In a cross-sectional study conducted in the IDPs camps of Shire town in the Tigray region of Ethiopia, researchers investigated menstrual hygiene management practices among reproductive age females. Menstruation is a natural occurrence for females of reproductive age, but improper management can lead to health complications and reduced quality of life. The study aimed to assess menstrual hygiene practices and factors affecting them among females living in the IDPs camps.
The research involved 633 reproductive age females in Shire town from May to June 2022. Data analysis revealed that only 41.9% of the females had good menstrual hygiene management practices. Factors such as access to sanitary materials, educational level, availability of continuous water supply, and sex-separated latrines significantly influenced menstrual hygiene practices. These findings indicated that more than half of the reproductive age females did not have good menstrual hygiene practices.
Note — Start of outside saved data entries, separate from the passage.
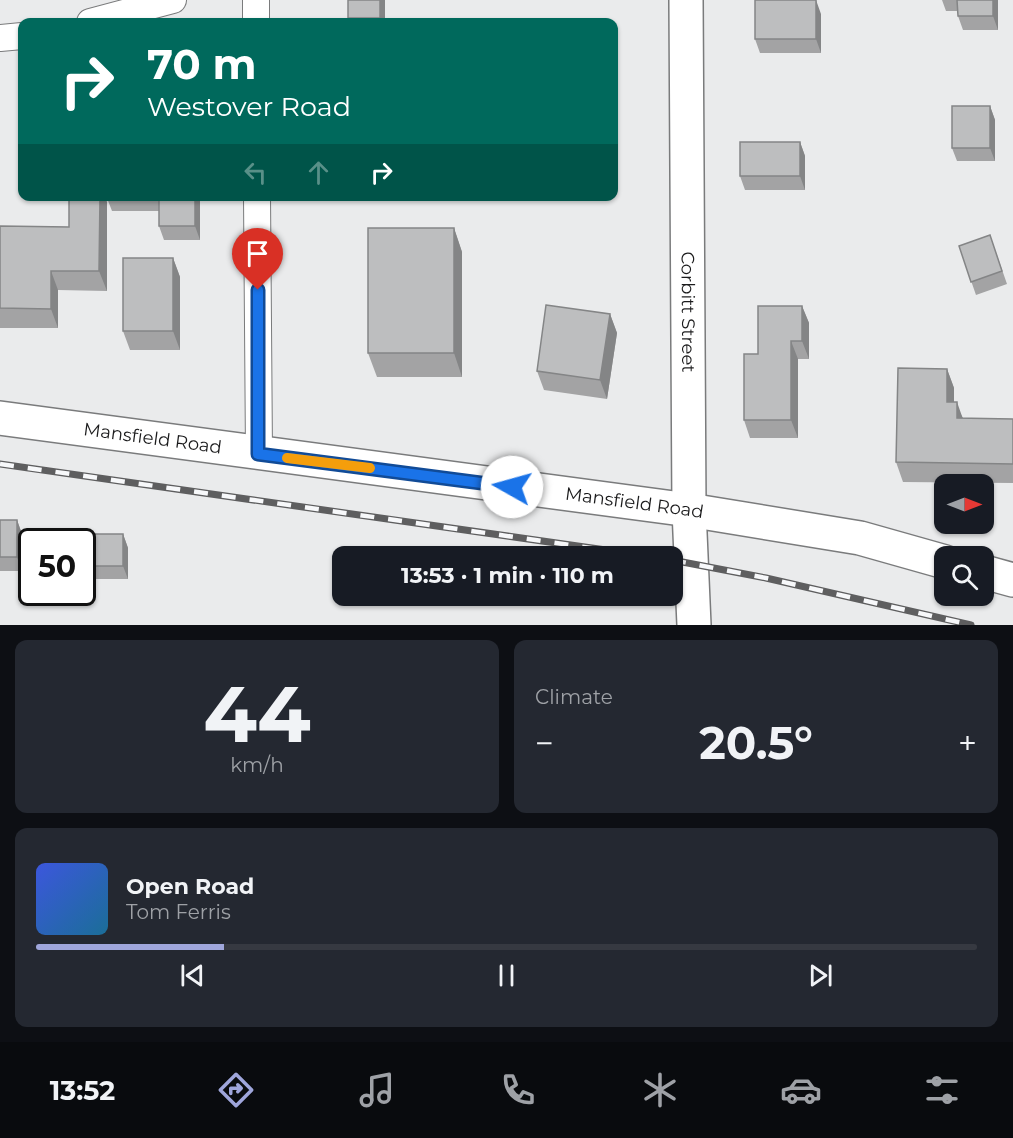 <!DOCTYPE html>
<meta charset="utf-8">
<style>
:root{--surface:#171b24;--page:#242831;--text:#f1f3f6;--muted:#9ea1a6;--line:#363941;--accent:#9fa6db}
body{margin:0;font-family:Montserrat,sans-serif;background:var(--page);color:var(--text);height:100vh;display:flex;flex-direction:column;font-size:22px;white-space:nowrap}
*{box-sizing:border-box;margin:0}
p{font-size:20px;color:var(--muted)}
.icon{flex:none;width:33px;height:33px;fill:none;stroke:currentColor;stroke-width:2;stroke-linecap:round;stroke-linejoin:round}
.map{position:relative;height:625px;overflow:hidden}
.drawer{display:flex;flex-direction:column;gap:15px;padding:15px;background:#0d0f14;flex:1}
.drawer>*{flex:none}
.hud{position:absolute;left:18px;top:18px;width:600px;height:183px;border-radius:12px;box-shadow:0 2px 4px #0004;background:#00695c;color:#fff;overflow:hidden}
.needle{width:39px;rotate:90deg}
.tools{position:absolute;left:934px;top:474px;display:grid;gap:12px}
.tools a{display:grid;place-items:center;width:60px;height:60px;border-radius:12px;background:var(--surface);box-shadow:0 2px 4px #0004;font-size:30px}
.speed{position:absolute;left:18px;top:528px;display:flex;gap:12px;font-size:30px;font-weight:700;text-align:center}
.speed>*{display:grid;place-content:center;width:78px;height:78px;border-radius:50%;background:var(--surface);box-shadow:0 2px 4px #0004;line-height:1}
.speed .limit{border:3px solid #111;border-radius:9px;background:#fff;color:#111}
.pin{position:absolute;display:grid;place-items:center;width:51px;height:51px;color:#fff;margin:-62px -26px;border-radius:50% 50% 50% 0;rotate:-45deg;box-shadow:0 0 6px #0007}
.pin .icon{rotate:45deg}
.me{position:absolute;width:66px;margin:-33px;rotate:277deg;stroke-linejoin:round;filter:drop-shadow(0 0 4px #0008)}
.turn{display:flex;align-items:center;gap:21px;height:126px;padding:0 30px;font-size:27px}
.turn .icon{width:78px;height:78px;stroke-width:2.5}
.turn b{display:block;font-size:42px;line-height:51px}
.lanes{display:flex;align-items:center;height:57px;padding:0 30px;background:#0003;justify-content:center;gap:30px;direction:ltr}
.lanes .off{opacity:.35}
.big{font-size:45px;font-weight:700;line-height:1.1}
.drawer .tile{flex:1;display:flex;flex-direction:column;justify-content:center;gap:9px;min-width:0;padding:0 21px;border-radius:12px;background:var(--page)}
.drawer .dial{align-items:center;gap:0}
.dial b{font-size:78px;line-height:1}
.song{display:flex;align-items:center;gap:18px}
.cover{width:72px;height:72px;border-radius:9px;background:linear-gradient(135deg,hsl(230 70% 55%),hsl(200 70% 35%))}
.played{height:6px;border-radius:3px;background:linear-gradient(90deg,var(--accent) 20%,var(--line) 20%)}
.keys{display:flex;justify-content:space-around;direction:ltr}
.heat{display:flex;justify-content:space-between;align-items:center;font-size:33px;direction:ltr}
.drawer .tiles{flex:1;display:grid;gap:15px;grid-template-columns:1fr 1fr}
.tile:last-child{grid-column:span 2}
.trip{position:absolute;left:332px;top:546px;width:351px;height:60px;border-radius:12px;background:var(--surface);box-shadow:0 2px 4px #0004;font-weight:700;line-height:60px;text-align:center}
.dock{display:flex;height:96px;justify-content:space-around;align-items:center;background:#090b0e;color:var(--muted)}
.dock .icon{width:42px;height:42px}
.dock .on{color:var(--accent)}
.dock b{font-size:27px;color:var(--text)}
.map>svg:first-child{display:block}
</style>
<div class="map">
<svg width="1013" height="625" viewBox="0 0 1013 625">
<rect width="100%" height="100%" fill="#eaebec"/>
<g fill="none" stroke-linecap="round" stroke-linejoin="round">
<g stroke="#7a7b7c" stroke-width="28">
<path id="minor" d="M 256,0 L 256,22
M 90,22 L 173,0
M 0,38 L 22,36
M 257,196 L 259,454"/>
</g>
<g stroke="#7a7b7c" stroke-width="36">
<g id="tertiary">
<path id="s1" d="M 686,0 L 689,510 L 694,625"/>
</g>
</g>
<g stroke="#7a7b7c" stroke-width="36">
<g id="secondary">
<path id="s2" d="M 0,418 L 689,510 L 860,538 L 945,562"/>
<path d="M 984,572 L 1013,580"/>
</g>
</g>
<use href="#minor" stroke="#fff" stroke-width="26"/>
<use href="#tertiary" stroke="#fff" stroke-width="33"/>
<use href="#secondary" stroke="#fff" stroke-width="33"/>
<g stroke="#5e5e5f" stroke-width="7">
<path id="rail" d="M 0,464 L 648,556
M 672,560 L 766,578 L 971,625"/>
</g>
<use href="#rail" stroke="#f7f8fa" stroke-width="4.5" stroke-dasharray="14" stroke-linecap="butt"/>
</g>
<path fill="#a3a3a4" d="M 385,0 L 385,22 L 350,22 L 348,18 Z
M 942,0 L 998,0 L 998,30 L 963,30 L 958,16 L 958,11 L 946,11 Z
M 821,14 L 821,53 L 760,53 L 755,39 Z
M 990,106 L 995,120 L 995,161 L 957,161 L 952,148 Z
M 800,142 L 805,156 L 805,190 L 745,190 L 740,176 Z
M 200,196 L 200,240 L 164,240 L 159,226 L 159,211 L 112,211 L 107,198 Z
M 107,202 L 107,291 L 58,290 L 58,328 L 0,328 L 0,226 L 69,227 Z
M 454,228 L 462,252 L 462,377 L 377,377 L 368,353 Z
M 990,235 L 1007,284 L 976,295 L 959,246 Z
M 173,258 L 180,277 L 180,350 L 130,350 L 123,331 Z
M 802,306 L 809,323 L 809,359 L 798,359 L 798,438 L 750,438 L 744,420 Z
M 610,314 L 617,333 L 607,399 L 544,390 L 537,371 Z
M 947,369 L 954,388 L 954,402 L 963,418 L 1013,419 L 1013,483 L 903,482 L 896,462 Z
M 0,520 L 17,520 L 22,534 L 22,571 L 0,571 Z
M 123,534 L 128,548 L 128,579 L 92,579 L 87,566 Z"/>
<path fill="#848586" d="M 380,0 L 385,0 L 385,22 L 382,22 L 380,18 Z
M 816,0 L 821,14 L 821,53 L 816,39 Z
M 993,0 L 998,0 L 998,30 L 993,16 Z
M 990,106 L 995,120 L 995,161 L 990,148 Z
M 800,142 L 805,156 L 805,190 L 800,176 Z
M 100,196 L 105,196 L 107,202 L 107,291 L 99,271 Z
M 195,196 L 200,196 L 200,240 L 195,226 Z
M 454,228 L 462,252 L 462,377 L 454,353 Z
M 173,258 L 180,277 L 180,350 L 173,331 Z
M 51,271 L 58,290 L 58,328 L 51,309 Z
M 802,306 L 809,323 L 809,359 L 802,341 Z
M 610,314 L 617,333 L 607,399 L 600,380 Z
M 791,341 L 798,359 L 798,438 L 791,420 Z
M 947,369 L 954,388 L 954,422 L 947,402 Z
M 957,402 L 964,422 L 957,418 Z
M 17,520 L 22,534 L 22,571 L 17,557 Z
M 123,534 L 128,548 L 128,579 L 123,566 Z"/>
<path fill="#bdbebf" stroke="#848586" stroke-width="1.5" d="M 348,0 L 380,0 L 380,18 L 348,18 Z
M 755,0 L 816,0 L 816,39 L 755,39 Z
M 957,0 L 993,0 L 993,16 L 958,16 Z
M 487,19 L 526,19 L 526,22 L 487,22 Z
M 952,106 L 990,106 L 990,148 L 952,148 Z
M 740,142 L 800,142 L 800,176 L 740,176 Z
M 69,196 L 100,196 L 99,271 L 51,271 L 51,309 L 0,308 L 0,226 L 69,227 Z
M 107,196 L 195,196 L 195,226 L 159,226 L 159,198 L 107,198 Z
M 368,228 L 454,228 L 454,353 L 368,353 Z
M 990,235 L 1002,271 L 971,282 L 959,246 Z
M 123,258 L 173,258 L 173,331 L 123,331 Z
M 546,305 L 610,314 L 600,380 L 537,371 Z
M 758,306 L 802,306 L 802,341 L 791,341 L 791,420 L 744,420 L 744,354 L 758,354 Z
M 898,368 L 947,369 L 947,402 L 957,402 L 957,418 L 1013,419 L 1013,464 L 896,462 Z
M 0,520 L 17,520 L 17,557 L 0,557 Z
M 87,534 L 123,534 L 123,566 L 87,566 Z"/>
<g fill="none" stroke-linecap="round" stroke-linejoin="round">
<g stroke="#114b97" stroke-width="15">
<path id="route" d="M 258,290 L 258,454 L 512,487"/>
</g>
<use href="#route" stroke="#1a73e8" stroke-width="10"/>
<path stroke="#f59e0b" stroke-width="10" d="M 287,458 L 370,468"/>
</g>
<g text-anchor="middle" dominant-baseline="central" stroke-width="4.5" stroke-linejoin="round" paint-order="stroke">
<g font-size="18" fill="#1b1b1c" stroke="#f7f8fa">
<text stroke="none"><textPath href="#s1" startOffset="312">Corbitt Street</textPath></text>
<text stroke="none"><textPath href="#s2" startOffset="154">Mansfield Road</textPath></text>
<text stroke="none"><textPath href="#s2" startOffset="640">Mansfield Road</textPath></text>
</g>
</g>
</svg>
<div class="tools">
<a><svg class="needle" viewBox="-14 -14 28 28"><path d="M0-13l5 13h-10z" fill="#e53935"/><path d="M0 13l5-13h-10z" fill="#9ea1a6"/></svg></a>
<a><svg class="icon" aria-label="search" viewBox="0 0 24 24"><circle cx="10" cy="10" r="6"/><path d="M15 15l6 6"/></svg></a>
</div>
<div class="speed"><div class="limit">50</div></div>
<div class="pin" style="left:258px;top:290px;background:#d93025"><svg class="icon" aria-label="arrive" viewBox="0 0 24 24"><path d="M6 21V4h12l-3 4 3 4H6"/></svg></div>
<svg class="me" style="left:512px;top:487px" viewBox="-20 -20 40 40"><circle r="19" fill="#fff"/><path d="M0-13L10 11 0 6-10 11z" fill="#1a73e8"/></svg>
<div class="trip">13:53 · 1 min · 110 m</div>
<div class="hud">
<div class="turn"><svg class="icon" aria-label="right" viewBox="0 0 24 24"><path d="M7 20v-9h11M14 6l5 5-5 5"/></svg><div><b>70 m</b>Westover Road</div></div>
<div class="lanes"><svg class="icon off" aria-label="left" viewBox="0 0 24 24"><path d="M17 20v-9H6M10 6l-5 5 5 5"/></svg><svg class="icon off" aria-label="ahead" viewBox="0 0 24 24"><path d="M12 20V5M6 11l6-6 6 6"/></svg><svg class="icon" aria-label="right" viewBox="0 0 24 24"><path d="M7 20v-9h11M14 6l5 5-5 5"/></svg></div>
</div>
</div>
<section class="drawer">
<div class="tiles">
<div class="tile dial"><b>44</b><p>km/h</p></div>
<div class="tile"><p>Climate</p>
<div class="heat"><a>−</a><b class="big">20.5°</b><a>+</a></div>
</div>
<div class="tile">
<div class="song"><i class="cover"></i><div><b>Open Road</b><p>Tom Ferris</p></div></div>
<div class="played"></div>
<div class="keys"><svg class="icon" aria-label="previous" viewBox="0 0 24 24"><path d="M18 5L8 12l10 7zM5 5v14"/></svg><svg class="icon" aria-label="pause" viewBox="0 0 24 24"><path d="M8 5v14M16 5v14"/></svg><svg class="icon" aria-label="next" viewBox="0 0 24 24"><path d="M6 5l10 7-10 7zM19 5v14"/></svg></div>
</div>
</div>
</section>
<nav class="dock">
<b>13:52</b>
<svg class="icon on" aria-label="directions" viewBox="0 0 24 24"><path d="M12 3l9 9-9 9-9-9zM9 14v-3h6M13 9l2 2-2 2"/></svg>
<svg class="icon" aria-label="music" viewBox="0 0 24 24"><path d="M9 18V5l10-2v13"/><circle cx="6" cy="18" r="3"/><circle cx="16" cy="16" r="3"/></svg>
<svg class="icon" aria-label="phone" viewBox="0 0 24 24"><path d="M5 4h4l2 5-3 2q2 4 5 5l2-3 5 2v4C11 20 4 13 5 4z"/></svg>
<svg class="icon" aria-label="climate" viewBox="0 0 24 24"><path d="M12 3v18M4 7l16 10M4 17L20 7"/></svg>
<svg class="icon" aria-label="car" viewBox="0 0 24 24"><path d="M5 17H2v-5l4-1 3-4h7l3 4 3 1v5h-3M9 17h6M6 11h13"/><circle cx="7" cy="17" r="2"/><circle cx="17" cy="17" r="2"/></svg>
<svg class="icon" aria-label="filters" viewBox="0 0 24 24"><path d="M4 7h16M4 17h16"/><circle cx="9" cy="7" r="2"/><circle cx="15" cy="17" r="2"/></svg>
</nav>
Globally, about 2 billion females experience menstruation, emphasizing the importance of proper menstrual hygiene management for reproductive age females. Achieving Sustainable Development Goals requires improving menstrual hygiene practices, especially in low-income countries like Ethiopia. Challenges related to menstrual hygiene management are exacerbated in times of crisis, such as displacement situations in IDPs camps.
In Ethiopia, previous studies have shown varying prevalence rates of good menstrual hygiene management among females. However, due to the lack of evidence regarding MHM in IDPs camps in Tigray, this study was crucial to understanding the current status of MHM practices. The study revealed that access to sanitary materials, continuous water supply, educational level, and sex-separated latrines were key factors influencing good MHM practices among the reproductive age females in IDPs camps.
The study had its limitations, including the cross-sectional design and potential social desirability bias. The research focused on the implications of WASH services on MHM practices, overlooking cultural and social norm factors. Despite these limitations, the study highlighted the importance of collaborative efforts to improve menstrual hygiene practices by ensuring access to sanitary materials, promoting education on proper MHM practices, and providing supportive initiatives in humanitarian settings.
In conclusion, the study shed light on the challenges faced by internally displaced reproductive age females in maintaining good menstrual hygiene practices. Access to sanitary materials, water supply, separate latrines, and education were identified as critical factors influencing MHM practices. Collaborative efforts involving government, NGOs, and communities are essential to enhancing menstrual hygiene practices and protecting the health and well-being of reproductive age females in IDPs camps.